1) The H-O-H bond angle in water is measured experimentally to be 104.4°. The related angle H-N-H in ammonia is expected to be: A) larger due to the greater electron repulsion in ammonia B) larger due to the greater electron repulsion in water C) smaller due to the greater electron repulsion in water D) smaller due to the greater electron repulsion in ammonia

Solution: Both molecules are approximately tetrahedral in shape, but experience some distortion due to the repulsion of lone pairs of electrons. In water, two lone pairs push both hydrogen substituents away from the plane shared by the two lone pairs, decreasing the H-O-H bond angle. Ammonia has only one lone pair, so the same effect is observed, but to a lesser degree. Thus, the bond angle is larger in ammonia due to the greater repulsion in water than in ammonia, or answer B.

An unknown molecule has an absolute configuration of S and rotates plane-polarized light 15 degrees in the clockwise direction. Which of the following molecules is enantiomeric to the unknown? A) Absolute configuration is R; rotates plane-polarized light 15°; levorotary B) Absolute configuration is S; rotates plane-polarized light 15°; levorotary C) Absolute configuration is S; rotates plane-polarized light 15°; dextrorotary D) Absolute configuration is R; rotates plane-polarized light 15°; dextrorotary

Solution: Enantiomers must have opposite R/S configurations. You CANNOT predict dextrorotary or levorotary from R and S. However, if you know one enantiomer is dextrorotary, then the other enantiomer must be levorotary. In this case, the molecule was S and rotated light clockwise (dextrorotary), so its R equivalent must be levorotary, or Answer A.

N2 is one of the most stable molecules known; will it have a high or low heat of combustion? Rank cyclopropane, cyclobutane, cyclohexane and cycloctane according to increasing heat of combustion per -CH2 group.

Stable molecules have very low heats of combustion. The heat of combustion per -CH2 group increases with ring strain. From highest to lowest heat of combustion: cyclopropane, cyclobutane, cyclooctane, cyclohexane.

Basicity vs. Nucleophilicity

Steric hindrance favors basicity over nucleophilicity; nucleophiles must have very little hindrance. Primary nucleophiles are most common. Secondary atoms can often act as bases or nucleophiles, depending on conditions. However, tertiary atoms will ONLY act as BASES. Reactivity (low stability) favors basicity over nucleophilicity (NH₂⁻ vs RO⁻). If an atom has a full negative charge it will almost always act as a base (halide are notable exception).

Electronegativity

The greater the difference in the electronegativity of two atoms in a bond, the more polar the bond.
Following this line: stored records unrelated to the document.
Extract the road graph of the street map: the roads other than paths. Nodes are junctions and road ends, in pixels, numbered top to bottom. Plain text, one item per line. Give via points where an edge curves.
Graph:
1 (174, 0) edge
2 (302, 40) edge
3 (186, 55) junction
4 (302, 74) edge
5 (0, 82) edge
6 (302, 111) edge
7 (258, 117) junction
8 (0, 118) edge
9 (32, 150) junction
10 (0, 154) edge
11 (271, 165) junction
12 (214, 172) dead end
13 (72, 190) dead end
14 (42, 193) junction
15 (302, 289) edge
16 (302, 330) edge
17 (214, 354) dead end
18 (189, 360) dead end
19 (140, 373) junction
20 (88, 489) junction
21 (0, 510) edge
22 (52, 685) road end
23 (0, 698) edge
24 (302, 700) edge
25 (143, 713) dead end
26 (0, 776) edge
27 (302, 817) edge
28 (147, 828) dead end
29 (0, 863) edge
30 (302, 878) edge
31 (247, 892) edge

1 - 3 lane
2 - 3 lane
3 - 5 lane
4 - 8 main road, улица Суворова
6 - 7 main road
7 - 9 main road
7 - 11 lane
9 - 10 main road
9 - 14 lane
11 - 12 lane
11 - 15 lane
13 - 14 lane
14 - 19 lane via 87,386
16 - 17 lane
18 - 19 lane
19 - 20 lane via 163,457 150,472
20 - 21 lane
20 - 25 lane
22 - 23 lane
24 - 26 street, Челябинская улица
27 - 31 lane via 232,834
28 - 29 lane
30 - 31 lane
This shows us that oxygen forms stronger hydrogen bonds than does nitrogen. It is worth knowing that carbon and hydrogen have similar, but not identical, electronegativities (carbon=2.5; hydrogen=2.2). Fluorine has the largest electronegativity (4.0) and Francium has the smallest (0.7). Beyond these general trends, if specific electronegativity figures are required they will always be given.

Provide multiple examples of coordinate covalent bonds. Include a human-body example.

Students will see two types of coordinate covalent bonds. The first one is illustrated any time a nucleophile with a lone pair abstracts a proton: NH3 + HCl <--> NH4 + Cl-. The amine binds a fourth hydrogen, but the electron belonging to that hydrogen stays with the Chlorine. Both electrons that were part of the amine lone pair now form the new covalent bond between nitrogen and the fourth hydrogen. Another example, and the one we've seen most on the MCAT, is easily recognizable. It involves a metal coordinated with one or more molecules that have lone pairs. When you see something like Fe(NH3)4 or Co(NH3)3, these structures should stand out because they look almost like ionic compounds, but obviously the amine does not have a charge (so they cannot be ionic). This thought would lead one to wonder how the amines are attached to those metals? The answer is via coordinate covalent bonds. A common and very applicable example of coordinate covalent bonds in the human body is the binding of iron in the heme unit of hemoglobin (see below).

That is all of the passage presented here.